Selecting a cluster is akin to selecting an utterance, only it selects all the utterances within the proposed cluster. Feel free to unselect items that may not be relevant to your use-case. You may also select further clusters or continue manually searching unlabeled data to expand your selection list. Once you're done, label the selected utterances as usual and continue with your workflow.
If you sort your unlabeled data by
NLU Entropy and then click on
Get clusters, you'll obtain a list of clusters that don't match well with your existing intents. These are more likely to represent new intents.

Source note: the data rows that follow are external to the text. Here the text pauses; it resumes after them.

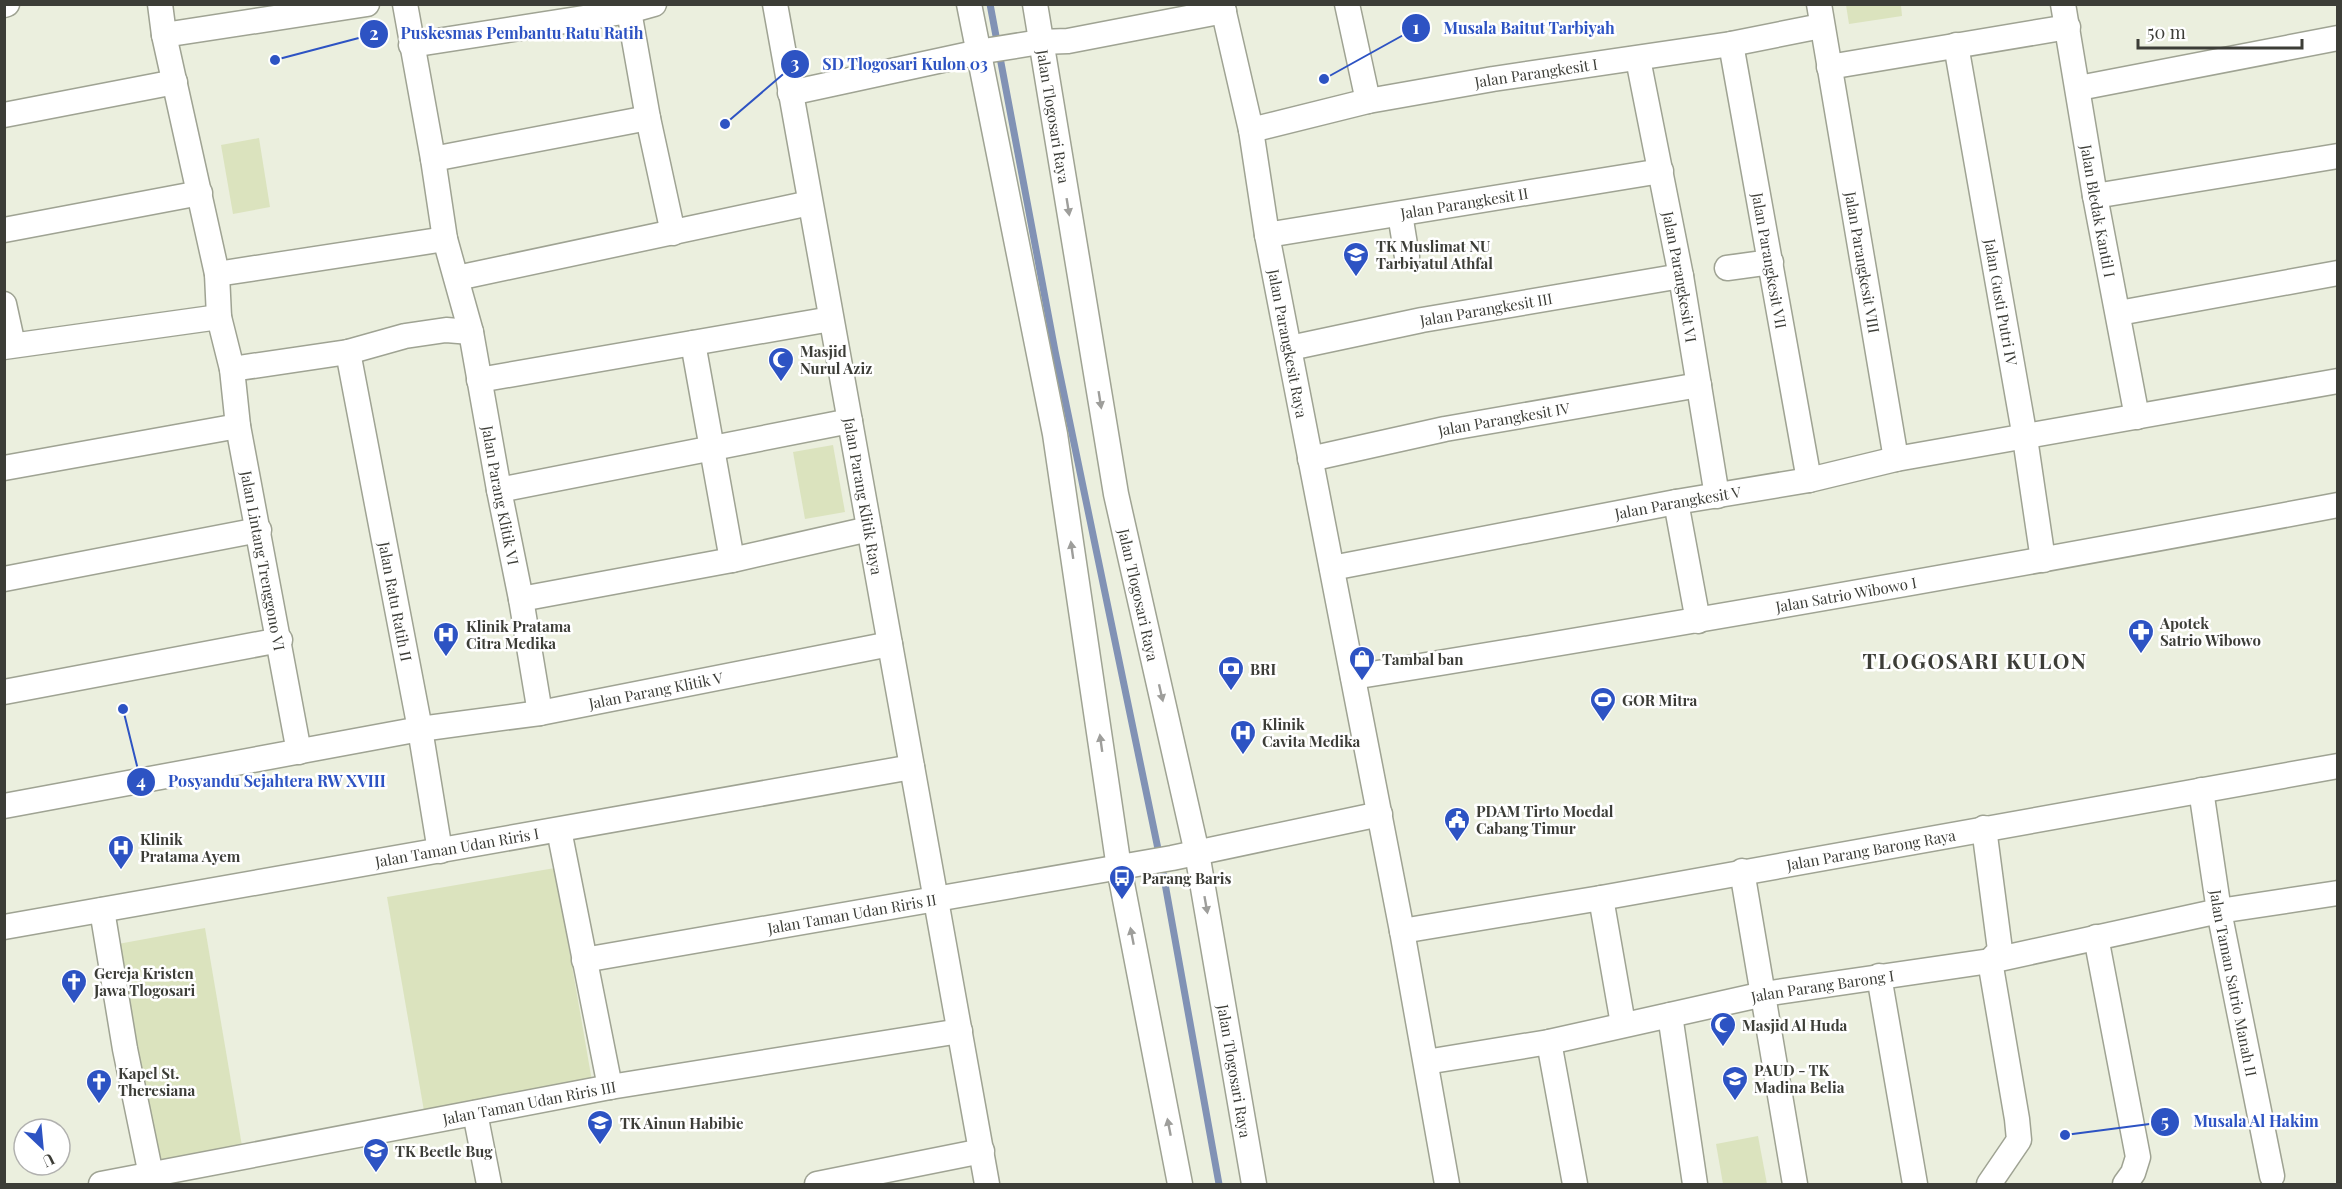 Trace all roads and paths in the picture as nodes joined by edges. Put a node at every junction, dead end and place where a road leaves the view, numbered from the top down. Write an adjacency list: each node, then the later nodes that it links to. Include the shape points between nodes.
1 (160, 4): 14 (street, Jalan Lintang Trenggono VI)
2 (367, 4): 10 (street)
3 (405, 4): 18 (street, Jalan Parang Klitik VI)
4 (654, 4): 11 (street)
5 (775, 4): 25 (street, Jalan Parang Klitik Raya)
6 (969, 4): 20 (street)
7 (1347, 4): 26 (street)
8 (1036, 5): 16 (street, Jalan Tlogosari Raya)
9 (1223, 8): 16 (street, via 1068,41); 29 (street, Jalan Parangkesit Raya)
10 (290, 10): 14 (street)
11 (629, 11): 18 (street); 28 (street)
12 (1820, 15): 17 (street, Jalan Parangkesit I); 22 (street, Jalan Parangkesit VIII)
13 (2066, 16): 19 (street); 24 (street, Jalan Bledak Kantil I)
14 (164, 35): 23 (street, Jalan Lintang Trenggono VI)
15 (2337, 38): 24 (street)
16 (1038, 43): 20 (street); 97 (street, Jalan Tlogosari Raya, one-way to 97, via 1116,494)
17 (1731, 44): 21 (street, Jalan Parangkesit I); 42 (street, Jalan Parangkesit VII)
18 (411, 45): 31 (street, Jalan Parang Klitik VI)
19 (1956, 45): 22 (street); 64 (street, Jalan Gusti Putri IV)
20 (981, 52): 25 (street); 98 (street, one-way to 20, via 1055,434)
21 (1638, 59): 26 (street, Jalan Parangkesit I); 32 (street, Jalan Parangkesit VI)
22 (1829, 67): 67 (street, Jalan Parangkesit VIII)
23 (175, 82): 27 (street); 33 (street, Jalan Lintang Trenggono VI)
24 (2079, 88): 34 (street, Jalan Bledak Kantil I)
25 (790, 93): 35 (street, Jalan Parang Klitik Raya)
26 (1368, 101): 29 (street, Jalan Parangkesit I)
27 (4, 115)
28 (648, 118): 31 (street); 38 (street)
29 (1251, 130): 39 (street, Jalan Parangkesit Raya)
30 (2337, 156): 34 (street)
31 (434, 159): 40 (street, Jalan Parang Klitik VI)
32 (1661, 171): 36 (street, Jalan Parangkesit II); 46 (street, Jalan Parangkesit VI)
33 (200, 193): 37 (street); 45 (street, Jalan Lintang Trenggono VI)
34 (2095, 196): 49 (street, Jalan Bledak Kantil I)
35 (810, 203): 38 (street); 51 (street, Jalan Parang Klitik Raya)
36 (1400, 214): 39 (street, Jalan Parangkesit II); 41 (street)
37 (4, 230)
38 (673, 233): 47 (street)
39 (1267, 235): 55 (street, Jalan Parangkesit Raya)
40 (445, 238): 45 (street); 47 (street, Jalan Parang Klitik VI)
41 (1407, 257)
42 (1771, 262): 43 (street); 69 (street, Jalan Parangkesit VII)
43 (1727, 268)
44 (2337, 273): 49 (street)
45 (217, 274): 50 (street, Jalan Lintang Trenggono VI)
46 (1681, 276): 55 (street, Jalan Parangkesit III); 60 (street, Jalan Parangkesit VI)
47 (457, 278): 52 (street, Jalan Parang Klitik VI)
48 (4, 304): 54 (street)
49 (2119, 313): 61 (street, Jalan Bledak Kantil I)
50 (219, 317): 54 (street); 57 (street, Jalan Lintang Trenggono VI)
51 (831, 318): 53 (street); 62 (street, Jalan Parang Klitik Raya)
52 (471, 332): 56 (street, via 446,330 405,336); 58 (street, Jalan Parang Klitik VI)
53 (693, 343): 58 (street); 65 (street)
54 (9, 346)
55 (1290, 348): 66 (street, Jalan Parangkesit Raya)
56 (348, 352): 57 (street); 87 (street, Jalan Ratu Ratih II)
57 (232, 369): 63 (street, Jalan Lintang Trenggono VI)
58 (479, 380): 70 (street, Jalan Parang Klitik VI)
59 (2337, 381): 61 (street, Jalan Parangkesit V)
60 (1699, 385): 66 (street, Jalan Parangkesit IV, via 1445,429); 71 (street, Jalan Parangkesit VI)
61 (2137, 417): 64 (street, Jalan Parangkesit V)
62 (850, 421): 65 (street); 74 (street, Jalan Parang Klitik Raya)
63 (238, 426): 68 (street); 75 (street, Jalan Lintang Trenggono VI)
64 (2025, 438): 67 (street, Jalan Parangkesit V); 77 (street, Jalan Gusti Putri IV)
65 (713, 449): 70 (street); 76 (street)
66 (1310, 459): 78 (street, Jalan Parangkesit Raya)
67 (1896, 459): 69 (street, Jalan Parangkesit V)
68 (4, 468)
69 (1809, 480): 71 (street, Jalan Parangkesit V)
70 (499, 490): 80 (street, Jalan Parang Klitik VI)
71 (1717, 496): 72 (street, Jalan Parangkesit V)
72 (1676, 502): 78 (street, Jalan Parangkesit V); 81 (street)
73 (2337, 505): 77 (street, Jalan Satrio Wibowo I)
74 (869, 529): 76 (street); 83 (street, Jalan Parang Klitik Raya)
75 (259, 530): 79 (street); 82 (street, Jalan Lintang Trenggono VI)
76 (732, 560): 80 (street)
77 (2043, 560): 81 (street, Jalan Satrio Wibowo I)
78 (1332, 568): 84 (street, Jalan Parangkesit Raya)
79 (4, 579)
80 (521, 599): 86 (street, Jalan Parang Klitik VI)
81 (1698, 621): 84 (street, Jalan Satrio Wibowo I)
82 (280, 640): 85 (street); 88 (street, Jalan Lintang Trenggono VI)
83 (890, 644): 86 (street, Jalan Parang Klitik V); 90 (street, Jalan Parang Klitik Raya)
84 (1353, 677): 93 (street)
85 (4, 692)
86 (540, 713): 87 (street, Jalan Parang Klitik V)
87 (420, 729): 88 (street, Jalan Parang Klitik V); 96 (street, Jalan Ratu Ratih II)
88 (299, 752): 92 (street, Jalan Parang Klitik V)
89 (2337, 766): 91 (street, Jalan Parang Barong Raya)
90 (912, 767): 95 (street, Jalan Taman Udan Riris I); 102 (street, Jalan Parang Klitik Raya)
91 (2201, 790): 94 (street, Jalan Parang Barong Raya); 104 (street, Jalan Taman Satrio Manah II)
92 (4, 806)
93 (1380, 814): 97 (street, Jalan Taman Udan Riris II); 106 (street)
94 (1984, 828): 99 (street, Jalan Parang Barong Raya); 109 (street, via 2000,950)
95 (559, 830): 96 (street, Jalan Taman Udan Riris I); 108 (street)
96 (440, 850): 103 (street, Jalan Taman Udan Riris I)
97 (1197, 853): 98 (street, Jalan Taman Udan Riris II); 128 (street, Jalan Tlogosari Raya, one-way to 128)
98 (1124, 867): 102 (street, Jalan Taman Udan Riris II); 127 (street, one-way to 98)
99 (1742, 871): 101 (street, Jalan Parang Barong Raya); 111 (street)
100 (2337, 893): 104 (street, Jalan Parang Barong I)
101 (1601, 898): 106 (street, Jalan Parang Barong Raya); 113 (street)
102 (936, 899): 108 (street, Jalan Taman Udan Riris II); 114 (street, Jalan Parang Klitik Raya)
103 (102, 910): 105 (street, Jalan Taman Udan Riris I); 120 (street)
104 (2219, 911): 107 (street, Jalan Parang Barong I); 122 (street, Jalan Taman Satrio Manah II)
105 (4, 927)
106 (1402, 931): 116 (street)
107 (2096, 938): 109 (street, Jalan Parang Barong I); 135 (street, via 2138,1157)
108 (584, 960): 117 (street)
109 (1990, 961): 110 (street, Jalan Parang Barong I); 134 (street, via 2019,1140)
110 (1879, 976): 111 (street, Jalan Parang Barong I); 133 (street)
111 (1764, 994): 112 (street, Jalan Parang Barong I); 132 (street)
112 (1670, 1016): 113 (street, Jalan Parang Barong I); 131 (street)
113 (1623, 1024): 115 (street, Jalan Parang Barong I)
114 (960, 1031): 117 (street, Jalan Taman Udan Riris III); 119 (street, Jalan Parang Klitik Raya)
115 (1548, 1042): 116 (street, Jalan Parang Barong I); 130 (street)
116 (1426, 1062): 129 (street)
117 (610, 1087): 118 (street, Jalan Taman Udan Riris III)
118 (475, 1113): 120 (street, Jalan Taman Udan Riris III); 124 (street)
119 (982, 1151): 121 (street); 126 (street, Jalan Parang Klitik Raya)
120 (151, 1175): 123 (street, Jalan Taman Udan Riris III)
121 (860, 1180): 125 (street)
122 (2274, 1182)
123 (101, 1185)
124 (489, 1185)
125 (817, 1185)
126 (987, 1185)
127 (1180, 1185)
128 (1254, 1185)
129 (1447, 1185)
130 (1575, 1185)
131 (1695, 1185)
132 (1795, 1185)
133 (1915, 1185)
134 (1989, 1185)
135 (2125, 1185)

If you have an existing intent and need to identify specialized versions of it, clustering can help. For example, if you have an intent about "Loans", you may want to create specialized child intents that target "Mortgages", "Student loans" or "Car loans".
First, go to the
Labeled data view and select the intent from which you want to start specializing, click
Get clusters. You'll obtain a list of clusters matching that intent and this should help identify specialized sub-intents that need to be created. Using the clustering Granularity (see below) control can further improve the results.
We expose various controls to help you find the types of clusters you need.
Use these before clicking on
- Keyword search can help pin-point topics.
- Minimum cluster size can help weed out clusters that may not have enough data to justify the creation of an intent.
- Granularity determines how specific your clusters will be. High granularity is very specific.
Continuing with the same "Loans" example: if you're getting clusters about Loans, but want to see clusters about Mortgages, Student loans and Car loans, granularity will help delineate those different clusters.